The 41mm non-adjustable KYB conventional-style fork aligns with the bike’s retro look. However, the rear suspension looks all modern with its half gull-wing swingarm and single-shock design. Like the Z650, the RS relies on a KYB horizontal back-link rear shock that offers adjustable preload and 5.1 inches of wheel travel. Overall, the RS’s suspension is quite good. The ride is exceptionally smooth over a wide range of surfaces and feels planted in the turns, but it can get a bit bouncy and busy when speeds pick up on rougher roads. I’d eventually swap out the fork oil with a heavier viscosity if it were mine, but no rush. Kawasaki said the RS’s suspension is set up from the factory for “light, natural response,” which is indeed how it feels.
Comfort is the RS’s best feature (besides its looks). Its upright and relaxed seating position and cushy seat padding are ideal for around-town hops and lengthy back-canyon carving. My 6’1” frame fit the RS just fine with no hotspots to report, and the low seat height meant both my feet were planted firmly on the ground when not in motion. Yours most likely will be, too. The handlebars are well placed, and since they are rubber-mounted, you feel almost zero vibes, nor do the circular mirrors, resulting in clear images. And the instrumentation is easy to decipher and pleasant to look at.
Overall, the Z650RS is a blast. As we said about the Z650, the RS is a fun-to-ride motorcycle for new and experienced riders. Kawasaki said it designed this motorcycle for those who have firsthand experience with the historic Z models and want to relive the old days and for those who simply appreciate the retro image and esthetic, preferring it to the naked image or aggressive sportbike image.
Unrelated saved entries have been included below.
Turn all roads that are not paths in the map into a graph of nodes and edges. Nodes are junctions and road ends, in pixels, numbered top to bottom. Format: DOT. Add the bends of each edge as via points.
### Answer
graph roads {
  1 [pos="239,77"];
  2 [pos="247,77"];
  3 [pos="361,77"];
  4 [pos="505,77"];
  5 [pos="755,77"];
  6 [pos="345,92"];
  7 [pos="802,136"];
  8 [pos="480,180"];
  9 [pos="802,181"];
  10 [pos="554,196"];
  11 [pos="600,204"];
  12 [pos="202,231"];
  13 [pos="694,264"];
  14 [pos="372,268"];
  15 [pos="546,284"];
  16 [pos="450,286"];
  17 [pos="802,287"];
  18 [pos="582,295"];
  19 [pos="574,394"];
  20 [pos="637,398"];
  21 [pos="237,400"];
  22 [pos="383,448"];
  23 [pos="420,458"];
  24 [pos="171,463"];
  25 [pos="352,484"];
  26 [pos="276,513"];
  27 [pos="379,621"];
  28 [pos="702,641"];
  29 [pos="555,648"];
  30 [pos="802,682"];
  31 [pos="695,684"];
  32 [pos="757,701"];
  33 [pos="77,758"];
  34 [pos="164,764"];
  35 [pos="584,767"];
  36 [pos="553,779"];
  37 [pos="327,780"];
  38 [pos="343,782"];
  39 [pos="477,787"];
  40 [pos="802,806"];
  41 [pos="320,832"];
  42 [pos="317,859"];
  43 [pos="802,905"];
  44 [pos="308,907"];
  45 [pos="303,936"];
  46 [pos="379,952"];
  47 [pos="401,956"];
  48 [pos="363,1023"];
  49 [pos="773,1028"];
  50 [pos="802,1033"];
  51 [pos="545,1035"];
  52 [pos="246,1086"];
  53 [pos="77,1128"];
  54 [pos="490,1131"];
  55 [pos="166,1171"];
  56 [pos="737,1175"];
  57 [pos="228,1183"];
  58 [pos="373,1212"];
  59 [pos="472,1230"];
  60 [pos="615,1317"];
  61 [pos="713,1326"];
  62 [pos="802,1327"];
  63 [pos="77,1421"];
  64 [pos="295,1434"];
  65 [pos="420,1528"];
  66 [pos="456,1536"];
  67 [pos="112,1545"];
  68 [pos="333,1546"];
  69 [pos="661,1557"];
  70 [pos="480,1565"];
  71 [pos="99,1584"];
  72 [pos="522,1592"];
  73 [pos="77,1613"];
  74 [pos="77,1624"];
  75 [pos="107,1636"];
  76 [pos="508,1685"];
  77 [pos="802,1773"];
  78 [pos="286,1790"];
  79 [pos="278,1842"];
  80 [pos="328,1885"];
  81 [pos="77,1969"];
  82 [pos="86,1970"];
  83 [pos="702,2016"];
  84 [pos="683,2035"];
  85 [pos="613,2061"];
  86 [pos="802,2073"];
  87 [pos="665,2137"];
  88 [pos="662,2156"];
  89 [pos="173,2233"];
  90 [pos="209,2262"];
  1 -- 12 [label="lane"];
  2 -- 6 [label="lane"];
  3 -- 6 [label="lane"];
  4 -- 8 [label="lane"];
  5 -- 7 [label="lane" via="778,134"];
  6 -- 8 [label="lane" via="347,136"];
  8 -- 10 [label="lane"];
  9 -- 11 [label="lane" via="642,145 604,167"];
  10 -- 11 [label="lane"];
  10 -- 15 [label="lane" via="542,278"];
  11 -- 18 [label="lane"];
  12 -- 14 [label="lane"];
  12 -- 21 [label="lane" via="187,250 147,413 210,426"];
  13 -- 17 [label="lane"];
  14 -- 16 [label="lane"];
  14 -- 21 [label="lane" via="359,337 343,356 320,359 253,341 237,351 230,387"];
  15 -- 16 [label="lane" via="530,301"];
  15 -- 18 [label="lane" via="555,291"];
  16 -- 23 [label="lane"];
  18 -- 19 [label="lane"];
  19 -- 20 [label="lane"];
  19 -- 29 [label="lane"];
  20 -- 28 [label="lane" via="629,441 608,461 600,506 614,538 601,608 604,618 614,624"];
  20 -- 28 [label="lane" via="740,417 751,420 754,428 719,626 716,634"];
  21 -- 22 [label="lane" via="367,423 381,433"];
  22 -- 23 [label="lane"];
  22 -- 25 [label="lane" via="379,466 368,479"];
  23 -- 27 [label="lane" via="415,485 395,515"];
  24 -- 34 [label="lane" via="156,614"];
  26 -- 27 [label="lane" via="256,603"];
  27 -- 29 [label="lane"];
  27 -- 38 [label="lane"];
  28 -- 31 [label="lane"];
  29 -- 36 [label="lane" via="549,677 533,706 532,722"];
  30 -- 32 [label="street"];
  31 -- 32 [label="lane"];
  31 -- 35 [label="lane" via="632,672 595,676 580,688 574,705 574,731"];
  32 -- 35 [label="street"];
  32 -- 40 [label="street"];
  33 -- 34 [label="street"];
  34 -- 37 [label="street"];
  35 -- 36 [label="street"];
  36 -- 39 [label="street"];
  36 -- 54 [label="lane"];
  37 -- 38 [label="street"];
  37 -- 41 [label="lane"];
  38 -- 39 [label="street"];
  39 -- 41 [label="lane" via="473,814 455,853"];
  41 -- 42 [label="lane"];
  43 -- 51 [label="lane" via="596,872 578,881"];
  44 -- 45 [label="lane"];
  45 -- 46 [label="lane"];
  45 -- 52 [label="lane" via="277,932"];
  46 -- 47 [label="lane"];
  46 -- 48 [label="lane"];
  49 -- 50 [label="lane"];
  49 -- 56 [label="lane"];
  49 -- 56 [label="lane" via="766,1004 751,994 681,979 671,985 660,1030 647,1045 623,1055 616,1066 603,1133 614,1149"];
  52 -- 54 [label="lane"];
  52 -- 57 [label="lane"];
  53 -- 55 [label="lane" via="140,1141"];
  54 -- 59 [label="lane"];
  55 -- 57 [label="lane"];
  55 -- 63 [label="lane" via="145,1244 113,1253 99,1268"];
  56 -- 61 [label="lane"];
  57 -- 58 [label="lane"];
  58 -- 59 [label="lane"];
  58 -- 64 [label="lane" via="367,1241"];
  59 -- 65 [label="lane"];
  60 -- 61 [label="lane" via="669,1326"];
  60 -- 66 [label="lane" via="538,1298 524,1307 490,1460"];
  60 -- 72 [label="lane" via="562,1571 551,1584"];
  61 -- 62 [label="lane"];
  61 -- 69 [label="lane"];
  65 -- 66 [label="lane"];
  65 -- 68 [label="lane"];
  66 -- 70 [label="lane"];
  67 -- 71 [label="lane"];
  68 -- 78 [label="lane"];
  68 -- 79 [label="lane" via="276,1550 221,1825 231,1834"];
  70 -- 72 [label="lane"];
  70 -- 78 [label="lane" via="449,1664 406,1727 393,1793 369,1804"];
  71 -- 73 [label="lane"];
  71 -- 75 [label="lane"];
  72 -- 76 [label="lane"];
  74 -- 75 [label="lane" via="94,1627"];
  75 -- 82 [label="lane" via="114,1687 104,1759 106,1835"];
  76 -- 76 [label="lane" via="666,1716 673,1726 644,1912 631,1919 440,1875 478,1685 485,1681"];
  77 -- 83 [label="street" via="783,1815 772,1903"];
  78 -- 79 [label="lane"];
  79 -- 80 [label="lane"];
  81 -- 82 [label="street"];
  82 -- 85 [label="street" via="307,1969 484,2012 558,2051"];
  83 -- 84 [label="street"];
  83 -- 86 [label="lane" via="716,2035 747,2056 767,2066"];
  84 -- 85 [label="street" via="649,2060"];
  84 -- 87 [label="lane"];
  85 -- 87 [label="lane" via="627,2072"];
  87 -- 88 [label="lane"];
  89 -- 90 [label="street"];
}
We can say, with confidence, that Kawasaki nailed it with the Z650RS. CN
2022 Kawasaki Z650RS / 50th Anniversary Specifications
|$8999 / $9249
|Parallel twin, 4-stroke
|Bore x stroke:
|83 x 60mm
|49 ft-lbs at 6500 rpm
|EFI w/ 36mm Keihin throttle bodies
|6-speed w/ Positive Neutral Finder
|41mm fork, non-adjustable
|Spring-preload adjustable horizontal shock
|Dunlop Sportmax Roadsport 2
|120/70 x 17 in.
|160/60 x 17 in.
|300mm petal-type rotors w/ 2-piston calipers
|220mm petal-style disc w/ 1-piston caliper
|Weight (curb, claimed):
|Metallic Moondust Gray/Ebony; Candy Emerald Green (50th Anniversary, Fireball)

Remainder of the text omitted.